While ocean swimming is one of the best things I’ve ever done, I don’t to give the impression that it’s some kind of magical cure for mental ill-health. I’d be lying if I said my mental health was happily back to where it was five years ago and that everything is always fine now. What has changed though, is that even when it’s not fine, I can be fine with it. My self-judgement in tough times is a fraction of what it was, and I can feel at home in my own skin on my best days and my worst. And I know it’s ocean swimming that I have to thank for that.

Hang on… is this blog about swimming or politics?
I talked in a previous post about how I’ve come to realise that politics is just the decisions we make about who we are as a collective - how we all figure out how to function well together as the diverse hodge-podge of ordinary folks that we are. So yes, (spoiler!), of course this is political.
No matter the state of our mental health, life can feel so full of pressure and responsibility. There are always expectations we feel we have to meet - from work, from family and friends, from ourselves. Not to mention an advertising industry worth billions of dollars designed to create discomfort in us and then capitalise on it. Stepping off this treadmill for a moment is a radical thing.
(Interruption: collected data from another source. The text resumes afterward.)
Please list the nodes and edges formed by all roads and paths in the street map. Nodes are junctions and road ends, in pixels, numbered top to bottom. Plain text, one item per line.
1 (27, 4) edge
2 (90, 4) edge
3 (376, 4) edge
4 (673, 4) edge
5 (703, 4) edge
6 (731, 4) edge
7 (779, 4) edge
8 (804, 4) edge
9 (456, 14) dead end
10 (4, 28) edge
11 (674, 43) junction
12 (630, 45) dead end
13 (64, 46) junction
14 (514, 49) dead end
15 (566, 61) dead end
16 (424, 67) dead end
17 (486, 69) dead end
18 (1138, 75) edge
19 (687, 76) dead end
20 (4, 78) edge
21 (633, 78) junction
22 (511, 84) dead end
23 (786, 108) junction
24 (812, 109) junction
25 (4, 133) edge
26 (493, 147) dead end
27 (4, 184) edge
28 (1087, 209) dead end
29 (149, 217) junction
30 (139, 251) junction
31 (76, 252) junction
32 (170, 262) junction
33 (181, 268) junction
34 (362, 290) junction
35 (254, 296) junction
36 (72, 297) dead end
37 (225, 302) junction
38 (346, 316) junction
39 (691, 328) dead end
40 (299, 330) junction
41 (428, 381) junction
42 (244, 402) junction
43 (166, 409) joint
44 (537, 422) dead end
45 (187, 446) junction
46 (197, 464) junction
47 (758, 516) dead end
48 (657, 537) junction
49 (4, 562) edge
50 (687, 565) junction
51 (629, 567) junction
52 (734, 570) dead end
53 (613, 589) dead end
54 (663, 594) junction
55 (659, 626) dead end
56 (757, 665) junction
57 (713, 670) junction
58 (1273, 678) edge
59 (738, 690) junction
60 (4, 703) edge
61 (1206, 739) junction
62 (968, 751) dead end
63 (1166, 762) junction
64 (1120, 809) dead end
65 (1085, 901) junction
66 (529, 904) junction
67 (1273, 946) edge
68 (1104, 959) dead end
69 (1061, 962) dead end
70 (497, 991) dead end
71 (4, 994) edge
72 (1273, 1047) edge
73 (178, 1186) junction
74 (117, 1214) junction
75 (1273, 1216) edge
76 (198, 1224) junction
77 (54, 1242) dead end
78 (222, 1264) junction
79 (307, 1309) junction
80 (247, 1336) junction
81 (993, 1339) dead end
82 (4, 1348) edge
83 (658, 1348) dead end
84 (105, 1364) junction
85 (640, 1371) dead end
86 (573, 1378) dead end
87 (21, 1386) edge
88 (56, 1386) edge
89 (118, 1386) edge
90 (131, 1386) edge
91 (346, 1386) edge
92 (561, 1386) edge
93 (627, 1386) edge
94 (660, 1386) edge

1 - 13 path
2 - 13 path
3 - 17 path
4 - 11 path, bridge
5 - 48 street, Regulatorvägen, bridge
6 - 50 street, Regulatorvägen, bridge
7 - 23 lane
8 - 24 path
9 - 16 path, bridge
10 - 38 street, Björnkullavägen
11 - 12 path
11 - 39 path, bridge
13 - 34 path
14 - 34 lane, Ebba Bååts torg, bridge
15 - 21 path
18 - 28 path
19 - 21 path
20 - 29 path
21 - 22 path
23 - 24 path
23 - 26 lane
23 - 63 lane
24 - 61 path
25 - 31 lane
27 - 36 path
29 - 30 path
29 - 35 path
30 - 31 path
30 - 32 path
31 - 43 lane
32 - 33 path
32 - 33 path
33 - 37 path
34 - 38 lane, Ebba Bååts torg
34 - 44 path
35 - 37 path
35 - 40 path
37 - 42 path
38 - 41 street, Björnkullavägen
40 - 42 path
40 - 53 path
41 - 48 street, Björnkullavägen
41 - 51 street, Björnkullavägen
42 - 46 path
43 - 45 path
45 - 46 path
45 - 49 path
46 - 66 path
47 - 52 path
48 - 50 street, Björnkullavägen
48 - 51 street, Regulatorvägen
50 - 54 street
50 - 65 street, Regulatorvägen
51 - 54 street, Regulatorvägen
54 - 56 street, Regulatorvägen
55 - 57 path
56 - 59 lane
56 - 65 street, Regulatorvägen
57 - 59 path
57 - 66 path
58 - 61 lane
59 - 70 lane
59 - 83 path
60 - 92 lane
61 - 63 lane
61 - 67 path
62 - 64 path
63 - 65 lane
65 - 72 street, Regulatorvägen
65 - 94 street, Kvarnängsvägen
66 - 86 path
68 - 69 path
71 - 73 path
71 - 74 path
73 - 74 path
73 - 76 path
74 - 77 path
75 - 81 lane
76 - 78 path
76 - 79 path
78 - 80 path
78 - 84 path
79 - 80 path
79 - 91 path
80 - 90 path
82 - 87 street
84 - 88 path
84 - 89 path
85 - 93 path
In contrast, the ocean expects nothing from us. It embraces us no matter what we bring to it.
The ocean teaches me to make space for the dark and the light within myself. I can stop moving, stop growing, stop producing, and still be ok.
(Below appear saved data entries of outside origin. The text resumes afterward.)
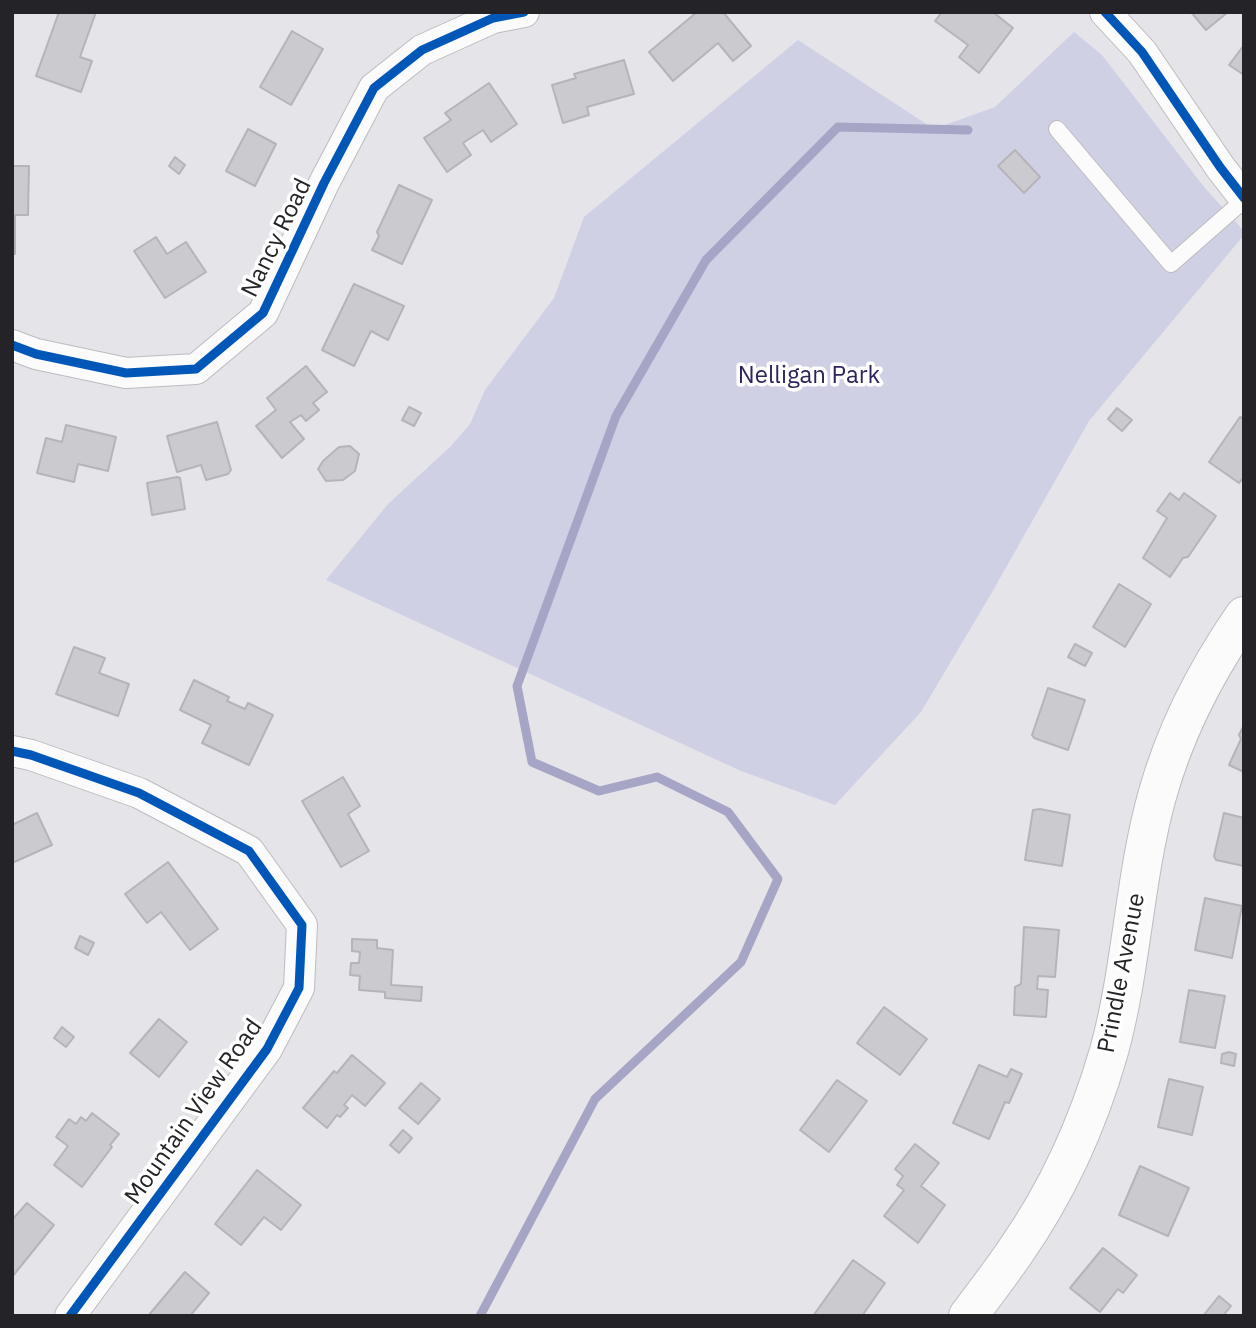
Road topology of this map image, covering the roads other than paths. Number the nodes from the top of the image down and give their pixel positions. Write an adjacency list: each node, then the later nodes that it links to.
1 (524, 12): 5 (street, Nancy Road)
2 (1105, 12): 4 (street)
3 (1058, 130): 4 (lane)
4 (1244, 199)
5 (12, 345)
6 (1244, 615): 9 (main road, Prindle Avenue)
7 (12, 751): 8 (street, Mountain View Road)
8 (70, 1316)
9 (968, 1316)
The ocean has invited me to find beauty where there was pain, to stop dividing the world into black and white. It has invited me to hold pain without judgement, and uncertainty without fear.
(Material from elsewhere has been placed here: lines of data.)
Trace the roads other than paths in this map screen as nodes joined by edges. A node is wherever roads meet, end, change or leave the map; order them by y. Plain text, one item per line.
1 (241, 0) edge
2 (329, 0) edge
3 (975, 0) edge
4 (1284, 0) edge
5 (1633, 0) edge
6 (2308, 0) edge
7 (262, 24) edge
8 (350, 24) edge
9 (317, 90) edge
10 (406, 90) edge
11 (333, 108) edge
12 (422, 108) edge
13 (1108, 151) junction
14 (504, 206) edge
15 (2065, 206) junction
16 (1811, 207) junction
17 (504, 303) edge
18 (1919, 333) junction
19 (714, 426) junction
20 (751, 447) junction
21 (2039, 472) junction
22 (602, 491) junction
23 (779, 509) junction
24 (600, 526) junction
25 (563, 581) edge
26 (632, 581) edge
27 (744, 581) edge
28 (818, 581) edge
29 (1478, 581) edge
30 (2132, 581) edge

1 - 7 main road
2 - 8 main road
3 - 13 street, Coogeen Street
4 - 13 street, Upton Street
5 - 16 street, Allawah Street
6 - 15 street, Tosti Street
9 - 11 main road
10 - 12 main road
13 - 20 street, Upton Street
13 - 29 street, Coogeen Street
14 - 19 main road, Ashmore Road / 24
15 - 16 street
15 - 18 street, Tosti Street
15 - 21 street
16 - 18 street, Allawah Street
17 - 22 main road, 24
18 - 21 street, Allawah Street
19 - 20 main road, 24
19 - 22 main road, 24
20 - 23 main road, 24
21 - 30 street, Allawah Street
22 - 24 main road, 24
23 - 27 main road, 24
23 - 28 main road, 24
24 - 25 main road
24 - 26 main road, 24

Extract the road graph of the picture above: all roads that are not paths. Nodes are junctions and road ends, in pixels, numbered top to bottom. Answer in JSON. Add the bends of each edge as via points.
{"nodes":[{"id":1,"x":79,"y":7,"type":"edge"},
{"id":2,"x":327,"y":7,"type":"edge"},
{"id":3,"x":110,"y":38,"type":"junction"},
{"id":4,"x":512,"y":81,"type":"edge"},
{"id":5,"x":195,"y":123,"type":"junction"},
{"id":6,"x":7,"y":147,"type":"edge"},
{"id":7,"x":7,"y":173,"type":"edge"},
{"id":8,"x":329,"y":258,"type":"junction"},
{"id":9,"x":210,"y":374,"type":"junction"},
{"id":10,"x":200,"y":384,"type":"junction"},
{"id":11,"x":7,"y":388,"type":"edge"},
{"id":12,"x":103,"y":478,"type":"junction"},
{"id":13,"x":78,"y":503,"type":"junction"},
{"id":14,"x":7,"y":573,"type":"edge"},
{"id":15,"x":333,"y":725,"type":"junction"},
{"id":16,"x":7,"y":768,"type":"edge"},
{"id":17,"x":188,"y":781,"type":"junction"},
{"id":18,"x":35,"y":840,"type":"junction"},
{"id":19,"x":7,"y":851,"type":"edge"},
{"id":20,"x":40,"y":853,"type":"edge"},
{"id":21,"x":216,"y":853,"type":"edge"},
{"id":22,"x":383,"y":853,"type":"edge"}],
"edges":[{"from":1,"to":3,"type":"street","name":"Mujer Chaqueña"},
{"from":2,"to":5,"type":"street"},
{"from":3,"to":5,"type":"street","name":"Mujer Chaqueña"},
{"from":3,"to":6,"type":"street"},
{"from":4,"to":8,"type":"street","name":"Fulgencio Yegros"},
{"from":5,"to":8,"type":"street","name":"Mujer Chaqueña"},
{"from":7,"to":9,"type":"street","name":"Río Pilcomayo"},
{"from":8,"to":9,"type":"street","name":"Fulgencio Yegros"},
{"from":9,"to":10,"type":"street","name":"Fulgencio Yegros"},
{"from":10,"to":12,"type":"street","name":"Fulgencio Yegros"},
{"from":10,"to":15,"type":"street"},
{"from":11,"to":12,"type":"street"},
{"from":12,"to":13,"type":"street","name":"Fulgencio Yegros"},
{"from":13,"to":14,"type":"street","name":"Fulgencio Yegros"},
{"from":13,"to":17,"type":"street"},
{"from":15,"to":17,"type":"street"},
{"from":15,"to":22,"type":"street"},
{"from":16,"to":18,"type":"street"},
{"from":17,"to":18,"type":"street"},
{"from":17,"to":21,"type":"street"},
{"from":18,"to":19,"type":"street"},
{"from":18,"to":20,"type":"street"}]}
And the same invitation is there for you.
I don’t think we have to all go for a freezing cold dip to find radical acceptance of ourselves. But I do think we could all benefit from finding the spaces in our lives where we can learn that there is nowhere else we need to go and no-one else we need to be. So I want to ask you:
Is there somewhere you go or something you do that helps you experience this kind of self-acceptance?
What are the parts of your life where you could benefit from accepting more contradiction and uncertainty?
Maybe there’s a part of yourself that you see as ‘bad’. Is it really bad? What would it mean to make space for it to just be what it is?
Would changing how you respond to parts of yourself you find difficult to accept change the way you relate to others too?
Sharing some of my answers to these questions has been my small scale political action for today. And if you want to share your responses too, I’d love to hear from you in the comments! Or you can email me at practicalpolitics@substack.com if you want to share but public commenting isn't your thing.
One final political ask
The Pole Dancers are currently petitioning our local council to get some showers and change rooms at the beach where we swim!
If you want to support us with it, you can fill out this google form and I’ll add your details to the petition. You just need to provide your name and email address, and there’s some more info in the form description.

Thanks for reading Practical Politics. My blog about small scale political action for ordinary people.
As always, this is not a blog about how you should live your life, but how you could live your life.
So please, take what’s helpful and leave what isn’t.